Als die Initiative für eine neue Wahlalternative im letzten Jahr bekannt geworden ist, hat
sie eine bis weit in die großen bürgerlichen Presseorgane reichende Publizität erreicht. Nun
tritt sie zu ihrer ersten Landtagswahl an, die Publizität ist jedoch weitestgehend weg. Bei der WAZ,
um ein Beispiel zu nennen, taucht die WASG allenfalls noch im gleichen Atemzug mit der NPD auf. Wie will,
wie kann man diese Tabuisierung nun im Wahlkampf wieder durchbrechen, um der großen Koalition des
Sozialraubs etwas entgegenzusetzen?
Zum ersten hat uns bisher natürlich das Sammeln der vorgeschriebenen Unterschriften für
die Direktkandidaten in allen 128 Wahlkreisen sehr viel Zeit gekostet. Von Tür zu Tür zu gehen,
hat Zeit und Arbeitskraft gebunden. Gleichzeitig ist dies natürlich auch ein Teil unserer Strategie,
bekannt zu werden.
Zum zweiten haben wir bereits viele
Veranstaltungen vor Ort durchgeführt und dabei die Erfahrung gemacht, dass viele Zeitungen, mit ein
paar Ausnahmen, dann auch recht fair und informativ berichten. Ein Teil unserer Zielgruppen liest vor allem
den Lokalteil. Die WAZ unter der Geschäftsführung von Bodo Hombach ignoriert uns allerdings
nachhaltig auf regionaler Ebene.
Drittens werden wir natürlich nun, da
diese Phase erfolgreich abgeschlossen ist, provokanter und gezielter vorgehen. Da gibt es schon einige
Überlegungen.
Welche Erfahrungen habt ihr bisher im Kontakt zu den Menschen gemacht? Herrschen auch dort
Desinteresse und Ignoranz vor?
Absolut nicht. Als Referent habe ich auf einer Reihe von Veranstaltungen die Erfahrung gemacht,
dass diese gut besucht waren, die Räume immer voll waren, von 2025 über 5060 und
manchmal auch mehr. Das ist auf dieser Basisebene schon mehr als viele etablierte Parteien aufzuweisen
haben. Interessanter noch sind die dortigen Diskussionen gewesen. Die Leute waren sehr dran an den Themen,
haben sehr interessiert, gewissenhaft und durchaus auch kritisch nachgefragt, was wir eigentlich machen
wollen. Das heißt aber ja nur, dass sie auch ernst nehmen, was wir vorschlagen.
Arbeitslosigkeit spielt in diesen Diskussionen
eine zentrale Rolle, aber auch Fragen der Steuergerechtigkeit bspw., also die Finanzierungsfrage.
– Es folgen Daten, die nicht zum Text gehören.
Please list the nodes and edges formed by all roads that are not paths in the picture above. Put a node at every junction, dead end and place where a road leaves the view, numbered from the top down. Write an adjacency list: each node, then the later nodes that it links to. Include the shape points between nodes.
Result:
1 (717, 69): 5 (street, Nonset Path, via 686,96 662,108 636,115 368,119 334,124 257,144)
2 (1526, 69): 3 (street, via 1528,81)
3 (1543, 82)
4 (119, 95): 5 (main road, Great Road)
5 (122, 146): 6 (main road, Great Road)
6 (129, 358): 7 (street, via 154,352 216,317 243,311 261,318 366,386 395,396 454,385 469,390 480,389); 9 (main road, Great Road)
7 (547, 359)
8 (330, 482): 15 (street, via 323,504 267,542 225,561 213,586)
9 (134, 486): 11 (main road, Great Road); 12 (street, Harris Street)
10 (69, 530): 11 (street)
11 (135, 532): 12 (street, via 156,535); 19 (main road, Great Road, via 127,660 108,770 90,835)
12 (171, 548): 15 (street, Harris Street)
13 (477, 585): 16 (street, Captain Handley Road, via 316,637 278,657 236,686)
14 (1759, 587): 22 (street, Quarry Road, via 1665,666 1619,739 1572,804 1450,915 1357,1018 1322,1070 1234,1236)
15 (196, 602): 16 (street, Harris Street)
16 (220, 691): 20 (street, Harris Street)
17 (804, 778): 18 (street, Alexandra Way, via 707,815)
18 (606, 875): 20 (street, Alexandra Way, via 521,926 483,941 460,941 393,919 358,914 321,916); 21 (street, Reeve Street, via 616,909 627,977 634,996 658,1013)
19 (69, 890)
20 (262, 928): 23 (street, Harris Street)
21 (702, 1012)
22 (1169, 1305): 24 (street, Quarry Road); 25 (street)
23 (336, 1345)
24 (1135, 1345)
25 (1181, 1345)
Ein
anderer Punkt, der mir aufgefallen ist, ist die Politikverdrossenheit, die Frustration von Leuten, die
lange gar nichts gemacht haben, nun aber das Gefühl haben, dass sie wieder was machen müssten.
Mit dieser Einstellung wollten sie sich dann angucken, was wir vorzuschlagen haben.
Es geht also über die Möglichkeiten der Wahl hinaus auch darum, sich wieder politisch
zu engagieren?
Ja, das ist meine Beobachtung. Es sind immer wieder Leute dabei, die das deutlich artikulieren.
Stammtischparolen habe ich bisher nicht gehört, es geht um mehr als »Dampf ablassen«.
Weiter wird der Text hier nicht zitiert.